:: WORK TO COMPLETE ::
Among the entries below, count the lines where the string "Усадебная" occurs, and give only the number.
******************************
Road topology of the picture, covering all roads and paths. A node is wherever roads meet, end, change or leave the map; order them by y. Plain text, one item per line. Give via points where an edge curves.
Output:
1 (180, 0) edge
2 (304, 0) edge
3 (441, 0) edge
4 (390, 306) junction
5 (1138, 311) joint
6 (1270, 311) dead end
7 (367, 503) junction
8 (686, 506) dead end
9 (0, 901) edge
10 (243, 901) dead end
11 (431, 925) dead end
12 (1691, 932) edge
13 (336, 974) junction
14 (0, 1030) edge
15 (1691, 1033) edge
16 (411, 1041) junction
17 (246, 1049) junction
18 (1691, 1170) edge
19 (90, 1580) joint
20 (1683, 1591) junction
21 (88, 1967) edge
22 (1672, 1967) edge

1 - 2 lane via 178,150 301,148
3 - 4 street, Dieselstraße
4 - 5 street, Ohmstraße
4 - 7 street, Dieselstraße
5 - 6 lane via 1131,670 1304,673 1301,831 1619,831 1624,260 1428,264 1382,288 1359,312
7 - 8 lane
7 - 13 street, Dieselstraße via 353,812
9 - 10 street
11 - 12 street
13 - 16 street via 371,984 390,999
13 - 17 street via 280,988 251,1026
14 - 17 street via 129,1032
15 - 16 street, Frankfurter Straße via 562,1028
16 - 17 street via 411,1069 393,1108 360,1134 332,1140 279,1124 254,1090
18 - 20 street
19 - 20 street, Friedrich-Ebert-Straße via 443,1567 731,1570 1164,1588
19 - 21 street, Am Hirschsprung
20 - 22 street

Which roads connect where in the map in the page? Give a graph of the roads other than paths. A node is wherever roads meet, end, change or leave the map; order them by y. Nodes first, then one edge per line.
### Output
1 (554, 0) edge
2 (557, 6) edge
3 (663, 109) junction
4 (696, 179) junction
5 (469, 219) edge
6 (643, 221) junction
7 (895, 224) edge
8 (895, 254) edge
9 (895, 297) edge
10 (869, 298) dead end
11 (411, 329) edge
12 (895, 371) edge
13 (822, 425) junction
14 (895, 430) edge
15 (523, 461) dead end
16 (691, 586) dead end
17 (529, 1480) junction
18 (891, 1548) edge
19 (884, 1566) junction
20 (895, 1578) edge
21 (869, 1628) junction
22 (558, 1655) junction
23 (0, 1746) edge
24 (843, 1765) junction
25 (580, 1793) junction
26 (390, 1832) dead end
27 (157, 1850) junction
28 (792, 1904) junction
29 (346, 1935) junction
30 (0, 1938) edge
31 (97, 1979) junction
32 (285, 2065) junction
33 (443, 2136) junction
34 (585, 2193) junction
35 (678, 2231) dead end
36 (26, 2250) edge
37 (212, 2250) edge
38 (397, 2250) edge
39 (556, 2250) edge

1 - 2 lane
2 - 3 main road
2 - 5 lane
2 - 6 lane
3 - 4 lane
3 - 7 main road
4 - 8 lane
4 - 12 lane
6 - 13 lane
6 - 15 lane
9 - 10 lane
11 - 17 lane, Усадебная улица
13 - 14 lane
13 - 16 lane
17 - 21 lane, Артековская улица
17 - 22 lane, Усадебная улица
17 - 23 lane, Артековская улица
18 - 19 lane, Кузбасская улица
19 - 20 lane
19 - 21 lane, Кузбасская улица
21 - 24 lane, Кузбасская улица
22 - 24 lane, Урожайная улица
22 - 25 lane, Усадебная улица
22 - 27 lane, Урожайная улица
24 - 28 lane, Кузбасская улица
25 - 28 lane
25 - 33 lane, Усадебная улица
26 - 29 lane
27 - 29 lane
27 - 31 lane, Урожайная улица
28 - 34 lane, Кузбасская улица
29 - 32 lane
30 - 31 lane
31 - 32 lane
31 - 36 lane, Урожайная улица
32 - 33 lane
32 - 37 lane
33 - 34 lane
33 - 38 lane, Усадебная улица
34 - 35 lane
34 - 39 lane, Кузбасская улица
******************************
:: EXERCISE SOLUTION ::
5